While there are many businesses in the Bronx who are successfully getting back on their feet after being hit by COVID-19, there are many other businesses that weren’t so lucky. Some business owners in the Bronx had no choice but to close their doors after the severe negative impact covid caused.
When the pandemic initially began, businesses owners were forced to close without necessarily knowing when they were ever going to open again. Since then, business owners in the Bronx have continuously struggled to keep their businesses afloat throughout this entire pandemic.
Local Business employees were afraid of what was next to come. One of these employees would be Alberto Luis Perez. Perez lives in the Fordham Area of the Bronx since he initially moved here from Perth Amboy, New Jersey.
Prior to the pandemic Perez, worked in “La lechonera” a fairly new Latin restaurant conveniently in the same area he lives in. Unfortunately, after only being open for about 6 months, due to the pandemic the restaurant was forced to close for good, leaving Perez officially unemployed.
“It was just starting to get good, more and more people were coming every day. Then COVID happened and that was it. We opened back up for a little while but, we weren’t there for that long. We weren’t making any money, and things had to get paid. Little by little everyone just stopped showing up and our boss stopped opening the place. Like a month later, He (The boss) told us he was going to keep it closed or longer because of all the bills piling up” says Perez.
It’s Months later, “La Lechonera” has yet to reopen its doors. This is simply one business amongst many other businesses, that didn’t necessarily survive the negative effects of the pandemic.
Prior to the virus, The Bronx was already not the wealthiest place to live. Living conditions in the Bronx aren’t technically always ideal, where a large percentage of New Yorkers live in crowded low-income homes with large sized families. Since the Bronx is so crowded, it made covid relations very difficult, causing covid cases to increase. As the number of positive cases in the state began to rise, unemployment rates rapidly followed after the closing of all businesses.
An article by the Consumer News and business Channel (CNBC) analyzes yelp data where it proves that over 60% of businesses closed due to the pandemic will no longer be opening back up. It reveals that through a six-month period the number of businesses that were permanently closed reached a 97,966 showing an increase of 34% since July.

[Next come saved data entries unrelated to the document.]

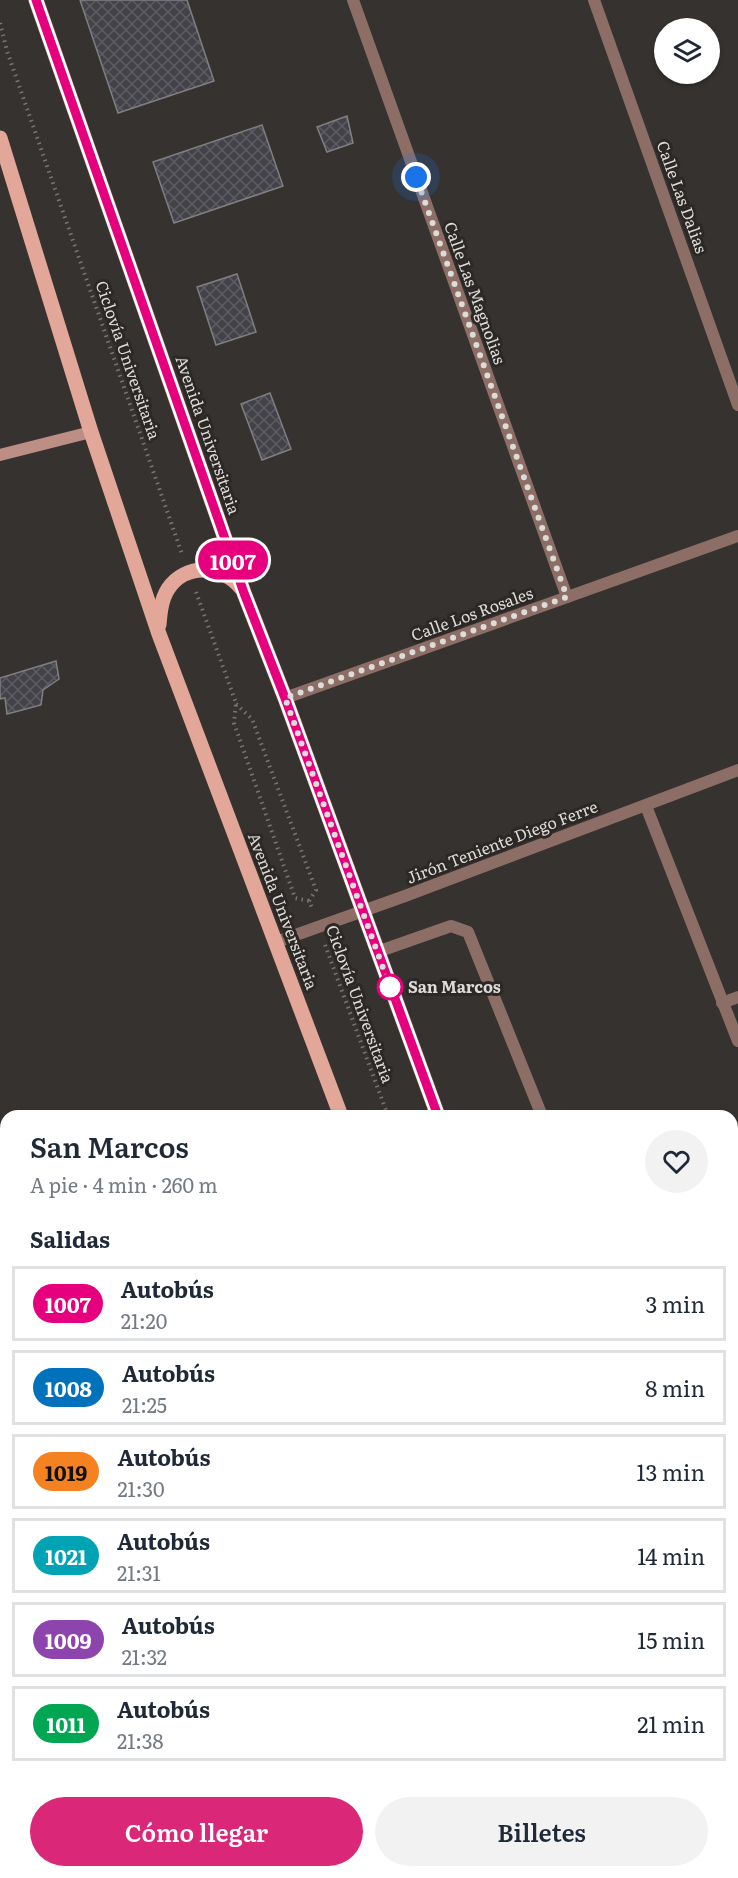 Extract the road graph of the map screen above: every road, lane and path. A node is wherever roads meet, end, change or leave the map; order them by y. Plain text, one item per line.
1 (36, 0) edge
2 (353, 0) edge
3 (594, 0) edge
4 (0, 23) edge
5 (0, 138) edge
6 (738, 405) edge
7 (91, 432) junction
8 (0, 455) edge
9 (738, 536) edge
10 (189, 572) junction
11 (244, 593) junction
12 (567, 597) junction
13 (159, 634) junction
14 (285, 698) junction
15 (236, 704) junction
16 (738, 770) edge
17 (646, 806) junction
18 (309, 900) junction
19 (362, 911) junction
20 (319, 927) junction
21 (276, 942) junction
22 (377, 952) junction
23 (738, 997) edge
24 (722, 1003) junction
25 (738, 1041) edge
26 (339, 1110) edge
27 (386, 1110) edge
28 (436, 1110) edge
29 (540, 1110) edge

1 - 11 main road, Avenida Universitaria
2 - 12 street, Calle Las Magnolias
3 - 6 street, Calle Las Dalias
4 - 10 path, Ciclovía Universitaria
5 - 7 main road, Avenida Universitaria
7 - 8 main road
7 - 13 main road, Avenida Universitaria
9 - 12 street, Calle Los Rosales
10 - 11 main road
10 - 13 main road
10 - 15 path, Ciclovía Universitaria
11 - 14 main road, Avenida Universitaria
12 - 14 street, Calle Los Rosales
13 - 21 main road, Avenida Universitaria
14 - 19 main road, Avenida Universitaria
15 - 18 path, Ciclovía Universitaria
15 - 18 path, Ciclovía Universitaria
16 - 17 street, Jirón Teniente Diego Ferre
17 - 19 street, Jirón Teniente Diego Ferre
17 - 24 street
18 - 20 path, Ciclovía Universitaria
19 - 20 street, Jirón Teniente Diego Ferre
19 - 22 main road, Avenida Universitaria
20 - 21 street, Jirón Teniente Diego Ferre
20 - 27 path, Ciclovía Universitaria
21 - 26 main road, Avenida Universitaria
22 - 28 main road, Avenida Universitaria
22 - 29 street
23 - 24 street
24 - 25 street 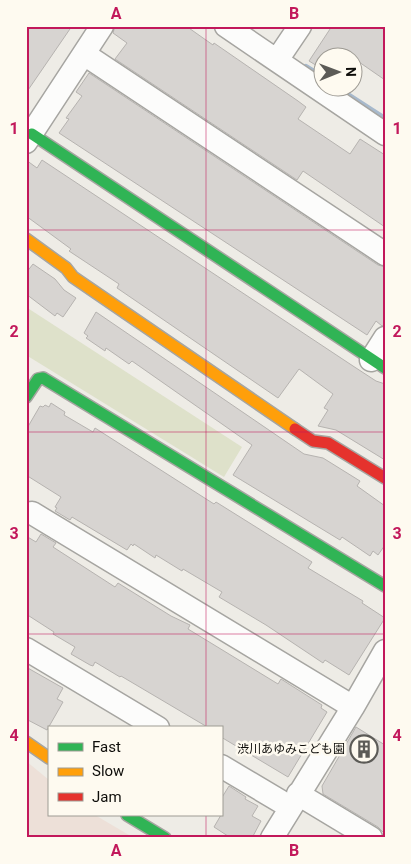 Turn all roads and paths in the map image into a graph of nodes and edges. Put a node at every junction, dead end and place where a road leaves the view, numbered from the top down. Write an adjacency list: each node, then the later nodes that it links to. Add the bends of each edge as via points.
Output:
1 (102, 26): 4 (street)
2 (226, 26): 5 (street)
3 (300, 26): 5 (street)
4 (84, 54): 7 (street); 9 (street)
5 (277, 60): 6 (street)
6 (385, 134)
7 (29, 138): 11 (street)
8 (26, 239): 13 (street, via 66,268 73,277 313,441 328,443)
9 (385, 254)
10 (385, 338): 11 (street)
11 (378, 364)
12 (26, 397): 15 (street, via 38,379 43,378)
13 (385, 478)
14 (28, 514): 18 (street)
15 (385, 586)
16 (26, 649): 19 (street)
17 (385, 652): 18 (street)
18 (353, 707): 23 (street)
19 (155, 726)
20 (26, 742): 21 (street)
21 (48, 757)
22 (222, 766): 23 (street)
23 (294, 800): 26 (street); 27 (street)
24 (129, 816): 25 (street)
25 (165, 838)
26 (272, 838)
27 (372, 838)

Another small business that didn’t survive the pandemic would be KattsColors. Kathleen Burgos, is the owner of KattsColors where she mostly sells handmade resin tools, accessories, necklaces, earrings, shot glasses and more. Burgos’ was forced to close her small business when international mail was interrupted by the virus.
When packages weren’t able to be delivered from China, it was very difficult for Burgos to fulfill any incoming orders.
“I had costumers complaining about when their orders were coming. For some time, people were being understanding of the shipping situation due to the virus being fairly new but, then weeks went by and people still didn’t receive their orders. I’m in a whole different country so it’s not like I was able to do anything about it but sit and wait, I was just stuck. I finished the orders I could, but the ones I couldn’t do were adding on and on” Says Burgos.
Weeks went on and life for Burgo’s had to go on and she still had hopes for her business. She was forced to pay more focus to her job and school which she now had to give in much more time to, unfortunately causing her to need to push her business to the side and stop taking orders completely.
She mentions how she plans to at some point get to her business, but right now it’s overwhelming. For the time being she chooses to dedicate majority of her time to school and her everyday work until she feels she is stable enough to run her business again.
As a whole COVID-19 greatly negatively impacted many small businesses, some more than others. As there were many businesses that continue to successfully get back on their feet, a large percentage wasn’t so luck and had to close their businesses permanently. “La Lechonera” and “KatsColors” were simply two small businesses out of the 60% of businesses that no longer will open their doors again after initially closing in 2020. Showing that more than half of the businesses that initially closed for what we thought was temporary, had to close for good causing unemployment rates to increase rapidly.